In the material below, some lines carry "Matteo". Copy each such line.

BEGIN

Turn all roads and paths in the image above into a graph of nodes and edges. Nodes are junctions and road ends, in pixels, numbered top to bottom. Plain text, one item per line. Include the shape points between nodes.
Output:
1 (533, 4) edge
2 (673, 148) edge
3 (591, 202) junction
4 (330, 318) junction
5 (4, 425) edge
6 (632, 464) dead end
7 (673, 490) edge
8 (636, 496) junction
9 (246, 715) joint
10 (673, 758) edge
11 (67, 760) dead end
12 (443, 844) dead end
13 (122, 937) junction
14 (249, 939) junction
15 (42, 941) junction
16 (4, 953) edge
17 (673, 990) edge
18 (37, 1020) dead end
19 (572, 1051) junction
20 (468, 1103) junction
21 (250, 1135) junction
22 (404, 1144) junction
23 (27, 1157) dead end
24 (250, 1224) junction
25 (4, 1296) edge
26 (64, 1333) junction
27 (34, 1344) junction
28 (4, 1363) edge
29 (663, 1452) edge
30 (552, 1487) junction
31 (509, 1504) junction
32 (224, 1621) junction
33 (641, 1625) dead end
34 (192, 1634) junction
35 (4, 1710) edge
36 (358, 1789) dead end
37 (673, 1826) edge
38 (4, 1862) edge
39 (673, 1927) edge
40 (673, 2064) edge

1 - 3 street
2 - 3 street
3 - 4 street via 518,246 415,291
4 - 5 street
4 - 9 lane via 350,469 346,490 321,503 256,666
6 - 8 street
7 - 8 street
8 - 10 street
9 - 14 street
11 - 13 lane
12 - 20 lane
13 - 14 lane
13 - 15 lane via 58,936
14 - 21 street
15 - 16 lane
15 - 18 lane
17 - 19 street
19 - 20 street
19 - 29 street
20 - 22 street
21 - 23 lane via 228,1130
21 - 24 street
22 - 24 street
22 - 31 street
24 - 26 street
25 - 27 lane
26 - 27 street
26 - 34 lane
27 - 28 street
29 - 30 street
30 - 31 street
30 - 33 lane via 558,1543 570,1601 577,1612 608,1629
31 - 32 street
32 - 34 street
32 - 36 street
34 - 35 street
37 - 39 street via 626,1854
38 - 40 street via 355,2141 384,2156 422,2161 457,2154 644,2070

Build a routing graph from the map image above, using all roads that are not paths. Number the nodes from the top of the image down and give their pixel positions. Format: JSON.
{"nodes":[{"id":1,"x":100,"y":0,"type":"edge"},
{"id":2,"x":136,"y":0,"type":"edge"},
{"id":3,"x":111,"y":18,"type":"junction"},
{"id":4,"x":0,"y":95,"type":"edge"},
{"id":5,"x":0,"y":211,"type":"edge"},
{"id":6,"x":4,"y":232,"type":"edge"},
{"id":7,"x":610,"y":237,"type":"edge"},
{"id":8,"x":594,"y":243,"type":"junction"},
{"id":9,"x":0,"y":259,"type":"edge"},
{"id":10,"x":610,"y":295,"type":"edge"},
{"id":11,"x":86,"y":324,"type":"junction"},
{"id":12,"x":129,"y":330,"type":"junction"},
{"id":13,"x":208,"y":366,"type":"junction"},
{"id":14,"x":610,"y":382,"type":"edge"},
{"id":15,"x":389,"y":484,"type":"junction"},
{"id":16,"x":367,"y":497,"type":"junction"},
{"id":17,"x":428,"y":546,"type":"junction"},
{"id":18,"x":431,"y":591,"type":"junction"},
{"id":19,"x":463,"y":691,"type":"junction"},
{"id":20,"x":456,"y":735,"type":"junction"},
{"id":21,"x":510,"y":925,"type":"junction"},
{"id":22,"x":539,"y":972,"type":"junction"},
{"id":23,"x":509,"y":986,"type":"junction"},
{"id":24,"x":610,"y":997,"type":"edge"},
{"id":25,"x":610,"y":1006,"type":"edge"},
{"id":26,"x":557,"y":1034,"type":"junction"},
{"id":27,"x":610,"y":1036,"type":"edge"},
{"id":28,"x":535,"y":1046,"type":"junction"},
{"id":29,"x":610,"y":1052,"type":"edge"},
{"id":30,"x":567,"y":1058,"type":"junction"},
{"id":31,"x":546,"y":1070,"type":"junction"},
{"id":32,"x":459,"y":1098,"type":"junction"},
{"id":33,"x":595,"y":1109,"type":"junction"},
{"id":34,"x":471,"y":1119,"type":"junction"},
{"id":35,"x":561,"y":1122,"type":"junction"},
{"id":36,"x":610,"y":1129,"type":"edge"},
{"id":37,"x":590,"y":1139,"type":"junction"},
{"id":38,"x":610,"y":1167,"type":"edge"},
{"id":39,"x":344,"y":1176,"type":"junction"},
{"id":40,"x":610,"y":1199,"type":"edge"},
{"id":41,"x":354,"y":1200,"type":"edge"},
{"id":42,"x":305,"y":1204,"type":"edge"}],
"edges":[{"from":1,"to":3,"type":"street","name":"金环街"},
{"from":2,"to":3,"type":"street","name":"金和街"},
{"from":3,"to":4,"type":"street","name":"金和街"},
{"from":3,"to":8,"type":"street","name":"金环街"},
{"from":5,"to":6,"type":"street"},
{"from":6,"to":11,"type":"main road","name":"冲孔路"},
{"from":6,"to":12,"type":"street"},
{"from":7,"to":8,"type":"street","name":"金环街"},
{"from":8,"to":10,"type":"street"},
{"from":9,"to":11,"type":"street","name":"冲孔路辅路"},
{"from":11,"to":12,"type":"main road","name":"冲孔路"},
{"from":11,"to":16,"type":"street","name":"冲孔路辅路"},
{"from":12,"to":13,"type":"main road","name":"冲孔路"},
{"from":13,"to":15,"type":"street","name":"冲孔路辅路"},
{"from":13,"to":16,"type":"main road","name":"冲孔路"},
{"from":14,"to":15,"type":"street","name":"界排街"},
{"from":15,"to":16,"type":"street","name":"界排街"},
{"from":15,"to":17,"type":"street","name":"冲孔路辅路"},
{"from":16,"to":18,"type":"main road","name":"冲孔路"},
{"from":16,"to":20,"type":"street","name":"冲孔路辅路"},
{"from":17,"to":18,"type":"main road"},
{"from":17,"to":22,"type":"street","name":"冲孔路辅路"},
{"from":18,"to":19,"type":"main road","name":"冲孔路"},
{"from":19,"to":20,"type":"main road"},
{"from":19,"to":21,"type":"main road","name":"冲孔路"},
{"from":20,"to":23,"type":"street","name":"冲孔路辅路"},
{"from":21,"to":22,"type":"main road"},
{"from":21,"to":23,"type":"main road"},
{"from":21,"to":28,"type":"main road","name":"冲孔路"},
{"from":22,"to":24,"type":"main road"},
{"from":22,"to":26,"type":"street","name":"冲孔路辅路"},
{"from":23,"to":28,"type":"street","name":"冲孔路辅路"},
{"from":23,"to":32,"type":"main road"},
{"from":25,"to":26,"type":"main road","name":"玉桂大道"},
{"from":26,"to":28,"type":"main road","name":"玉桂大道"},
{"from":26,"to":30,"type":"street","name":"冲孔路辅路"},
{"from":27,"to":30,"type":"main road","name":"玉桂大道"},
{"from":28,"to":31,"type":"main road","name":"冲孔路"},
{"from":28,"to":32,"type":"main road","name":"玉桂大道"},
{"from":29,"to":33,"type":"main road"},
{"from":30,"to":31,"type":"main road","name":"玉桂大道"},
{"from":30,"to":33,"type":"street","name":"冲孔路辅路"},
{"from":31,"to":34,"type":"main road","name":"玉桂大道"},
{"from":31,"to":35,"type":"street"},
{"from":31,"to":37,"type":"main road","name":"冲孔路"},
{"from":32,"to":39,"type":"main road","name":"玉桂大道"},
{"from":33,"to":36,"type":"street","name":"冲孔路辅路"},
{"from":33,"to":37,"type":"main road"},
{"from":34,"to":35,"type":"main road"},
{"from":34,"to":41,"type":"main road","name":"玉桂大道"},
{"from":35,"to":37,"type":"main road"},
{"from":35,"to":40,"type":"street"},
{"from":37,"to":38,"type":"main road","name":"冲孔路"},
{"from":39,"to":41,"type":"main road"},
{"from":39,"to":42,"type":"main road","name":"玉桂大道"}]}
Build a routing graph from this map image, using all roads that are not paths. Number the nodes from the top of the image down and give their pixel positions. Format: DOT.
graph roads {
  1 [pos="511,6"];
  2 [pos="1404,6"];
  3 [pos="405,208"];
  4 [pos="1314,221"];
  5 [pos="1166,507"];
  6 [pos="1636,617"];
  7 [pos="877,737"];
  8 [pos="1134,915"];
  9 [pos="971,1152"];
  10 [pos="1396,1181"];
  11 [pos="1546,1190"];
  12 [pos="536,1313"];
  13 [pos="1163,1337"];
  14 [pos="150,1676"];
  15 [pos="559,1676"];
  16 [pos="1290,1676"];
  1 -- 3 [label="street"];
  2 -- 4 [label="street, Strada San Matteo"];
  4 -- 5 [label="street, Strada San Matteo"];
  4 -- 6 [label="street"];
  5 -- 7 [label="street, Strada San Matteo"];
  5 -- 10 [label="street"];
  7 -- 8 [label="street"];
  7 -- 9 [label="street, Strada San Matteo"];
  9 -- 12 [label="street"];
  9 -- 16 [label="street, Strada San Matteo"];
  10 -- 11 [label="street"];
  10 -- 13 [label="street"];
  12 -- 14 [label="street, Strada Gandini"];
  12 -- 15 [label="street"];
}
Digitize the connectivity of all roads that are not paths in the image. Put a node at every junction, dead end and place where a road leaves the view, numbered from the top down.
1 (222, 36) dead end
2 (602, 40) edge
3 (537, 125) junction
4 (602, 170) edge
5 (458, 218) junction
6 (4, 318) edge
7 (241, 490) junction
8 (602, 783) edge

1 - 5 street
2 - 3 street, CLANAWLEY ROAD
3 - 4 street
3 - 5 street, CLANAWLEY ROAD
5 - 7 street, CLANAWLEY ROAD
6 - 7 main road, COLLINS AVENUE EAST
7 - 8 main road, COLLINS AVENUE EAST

END

**SOLUTION FOR THIS PROBLEM:**
  2 -- 4 [label="street, Strada San Matteo"];
  4 -- 5 [label="street, Strada San Matteo"];
  5 -- 7 [label="street, Strada San Matteo"];
  7 -- 9 [label="street, Strada San Matteo"];
  9 -- 16 [label="street, Strada San Matteo"];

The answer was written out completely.